We were recently at the Negro Leagues Baseball Museum in Kansas City, which is a wonderful and moving exhibit of some of baseball's best and bravest ballplayers. It's also a great slice of American history. By now, most fans know about Buck O'Neil, Cool Papa Bell, Josh Gibson, Satchel Paige and hundreds of other great players from the Negro Leagues. But one player that caught our eye in the exhibit was Artie Wilson.
He's not prominently featured, but Wilson is photographed in 1946 with about a dozen other ballplayers who joined Satchel Paige's barnstorming teams — traveling squads who played informal games against local nines whenever they rolled into town.
We remembered Wilson because he's a part of West Coast baseball history and, of course, he's a big part of Oakland baseball history. When he joined the Oakland Oaks in 1949, Wilson broke the Pacific Coast League color line, becoming the league's first full-time African-American player. (If you don’t count Jimmy Claxton’s very brief stint when he posed as a Native American with the Oakland Oaks 30 years earlier.)
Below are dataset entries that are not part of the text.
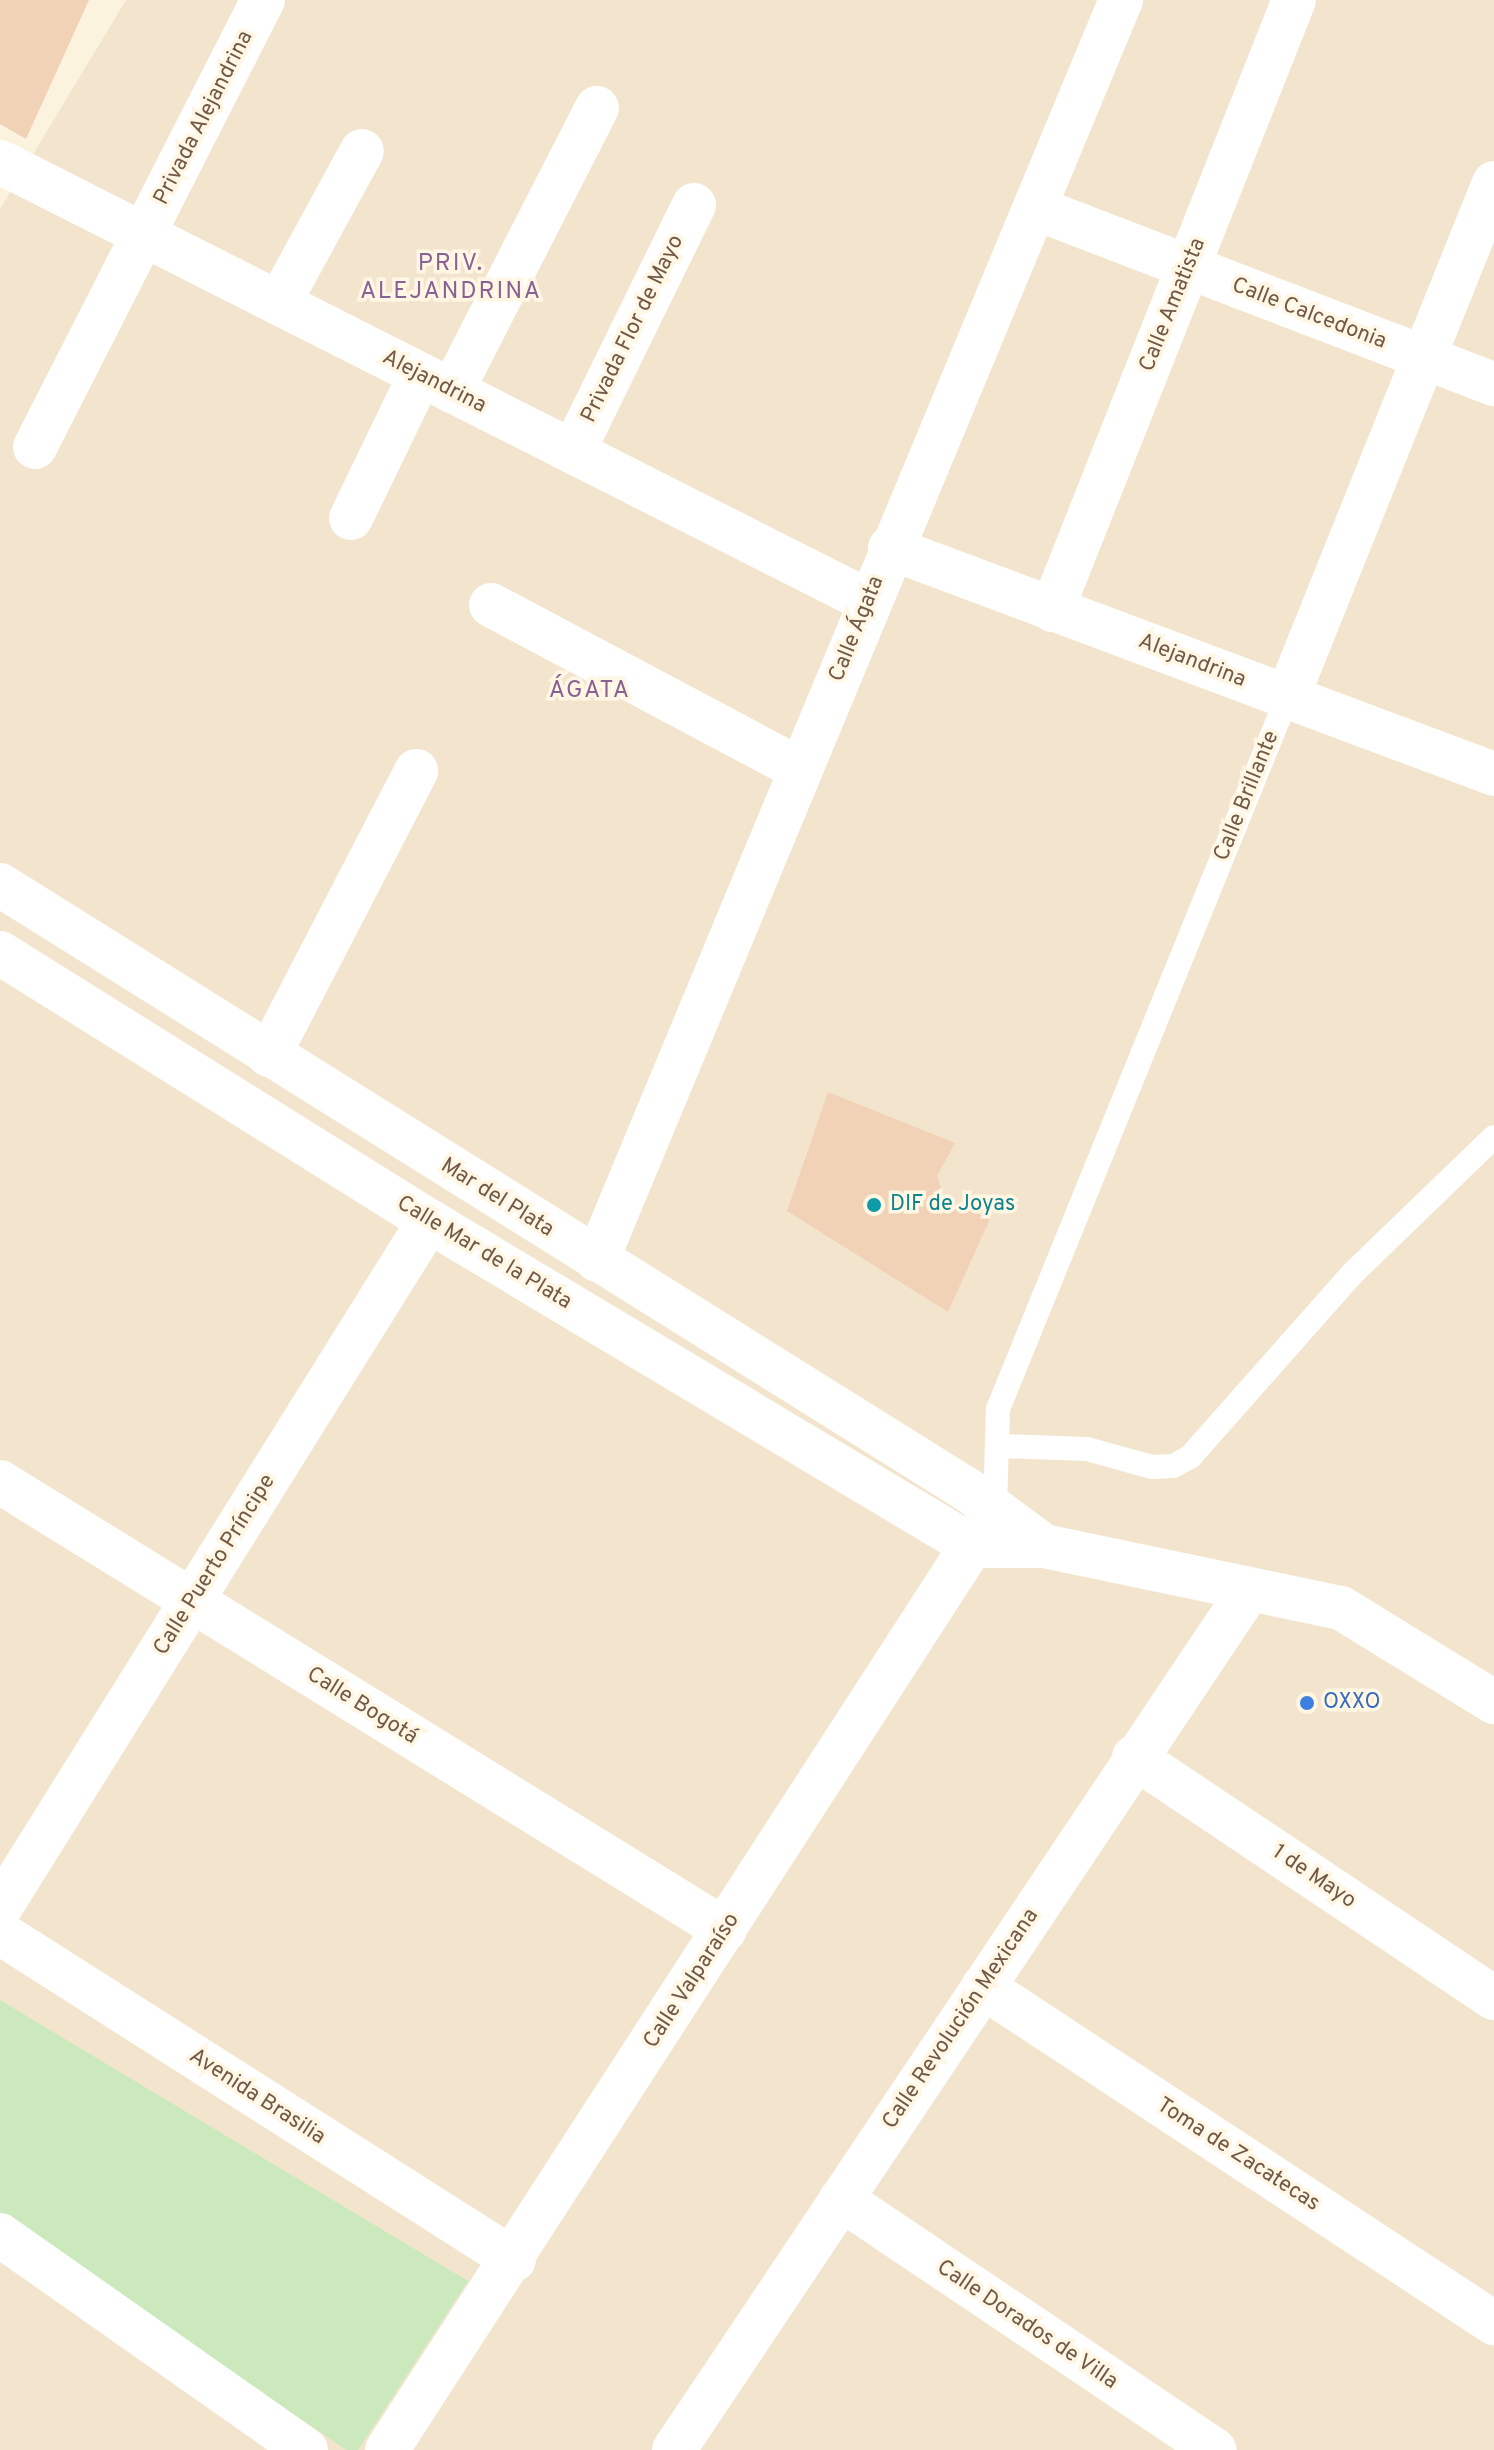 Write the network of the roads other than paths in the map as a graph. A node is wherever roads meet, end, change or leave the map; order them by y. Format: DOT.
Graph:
graph roads {
  1 [pos="263,0"];
  2 [pos="1121,0"];
  3 [pos="1294,0"];
  4 [pos="597,108"];
  5 [pos="362,151"];
  6 [pos="0,162"];
  7 [pos="1494,183"];
  8 [pos="694,205"];
  9 [pos="1035,208"];
  10 [pos="145,235"];
  11 [pos="1188,267"];
  12 [pos="279,303"];
  13 [pos="1424,358"];
  14 [pos="436,383"];
  15 [pos="1494,384"];
  16 [pos="35,447"];
  17 [pos="573,452"];
  18 [pos="351,518"];
  19 [pos="890,548"];
  20 [pos="868,601"];
  21 [pos="491,605"];
  22 [pos="1052,610"];
  23 [pos="1287,698"];
  24 [pos="799,769"];
  25 [pos="416,771"];
  26 [pos="1494,774"];
  27 [pos="0,885"];
  28 [pos="0,953"];
  29 [pos="269,1055"];
  30 [pos="1494,1137"];
  31 [pos="429,1221"];
  32 [pos="597,1260"];
  33 [pos="1000,1446"];
  34 [pos="0,1482"];
  35 [pos="995,1509"];
  36 [pos="972,1546"];
  37 [pos="1044,1546"];
  38 [pos="1249,1590"];
  39 [pos="193,1602"];
  40 [pos="1494,1702"];
  41 [pos="1134,1757"];
  42 [pos="0,1908"];
  43 [pos="725,1930"];
  44 [pos="0,1933"];
  45 [pos="983,1987"];
  46 [pos="1494,1998"];
  47 [pos="841,2199"];
  48 [pos="0,2235"];
  49 [pos="514,2260"];
  50 [pos="1494,2323"];
  51 [pos="688,2445"];
  52 [pos="306,2450"];
  53 [pos="387,2450"];
  54 [pos="1214,2450"];
  1 -- 10 [label="street, Privada Alejandrina"];
  2 -- 9 [label="street, Calle Ágata"];
  3 -- 11 [label="street, Calle Amatista"];
  4 -- 14 [label="street"];
  5 -- 12 [label="street"];
  6 -- 10 [label="street, Alejandrina"];
  7 -- 13 [label="street, Calle Brillante"];
  8 -- 17 [label="street, Privada Flor de Mayo"];
  9 -- 11 [label="street, Calle Calcedonia"];
  9 -- 19 [label="street, Calle Ágata"];
  10 -- 12 [label="street, Alejandrina"];
  10 -- 16 [label="street, Privada Alejandrina"];
  11 -- 13 [label="street, Calle Calcedonia"];
  11 -- 22 [label="street, Calle Amatista"];
  12 -- 14 [label="street, Alejandrina"];
  13 -- 15 [label="street, Calle Calcedonia"];
  13 -- 23 [label="street, Calle Brillante"];
  14 -- 17 [label="street, Alejandrina"];
  14 -- 18 [label="street"];
  17 -- 20 [label="street, Alejandrina"];
  19 -- 20 [label="street, Calle Ágata"];
  19 -- 22 [label="street, Alejandrina"];
  20 -- 24 [label="street, Calle Ágata"];
  21 -- 24 [label="street"];
  22 -- 23 [label="street, Alejandrina"];
  23 -- 26 [label="street, Alejandrina"];
  23 -- 33 [label="lane, Calle Brillante"];
  24 -- 32 [label="street, Calle Ágata"];
  25 -- 29 [label="street"];
  27 -- 29 [label="street, Mar del Plata"];
  28 -- 31 [label="street, Calle Mar de la Plata"];
  29 -- 32 [label="street, Mar del Plata"];
  30 -- 33 [label="lane"];
  31 -- 36 [label="street, Calle Mar de la Plata"];
  31 -- 39 [label="street, Calle Puerto Príncipe"];
  32 -- 35 [label="street, Mar del Plata"];
  33 -- 35 [label="lane"];
  34 -- 39 [label="street, Calle Bogotá"];
  35 -- 36 [label="street, Calle Valparaíso"];
  35 -- 37 [label="street, Mar del Plata"];
  36 -- 37 [label="street"];
  36 -- 43 [label="street, Calle Valparaíso"];
  37 -- 38 [label="street"];
  38 -- 40 [label="street"];
  38 -- 41 [label="street, Calle Revolución Mexicana"];
  39 -- 42 [label="street, Calle Puerto Príncipe"];
  39 -- 43 [label="street, Calle Bogotá"];
  41 -- 45 [label="street, Calle Revolución Mexicana"];
  41 -- 46 [label="street, 1 de Mayo"];
  43 -- 49 [label="street, Calle Valparaíso"];
  44 -- 49 [label="street, Avenida Brasilia"];
  45 -- 47 [label="street, Calle Revolución Mexicana"];
  45 -- 50 [label="street, Toma de Zacatecas"];
  47 -- 51 [label="street, Calle Revolución Mexicana"];
  47 -- 54 [label="street, Calle Dorados de Villa"];
  48 -- 52 [label="street"];
  49 -- 53 [label="street, Calle Valparaíso"];
}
Wilson, whose Oaks roommate was Billy Martin, tore up the PCL in his first season. He won the league batting title, batting .348 and also led the league with 47 stolen bases. The next season, he batted .312 while knocking 264 hits and scoring 168 runs in 196 games. Wilson split 1951 between Oakland and the New York Giants and he moved onto Seattle for the '52 season.
Wilson paved the way for other African-American ballplayers to find playing jobs in the PCL in the league's waning days. Other Negro League stars followed Wilson's path, such as Piper Davis and Ray Dandridge, two African-American stars who played for the Oakland Oaks in 1953.
Artie Wilson was a great baseball man and a legendary Oakland ballplayer. It was great to see him get some overdue recognition at the Negro Leagues Baseball Museum in Kansas City.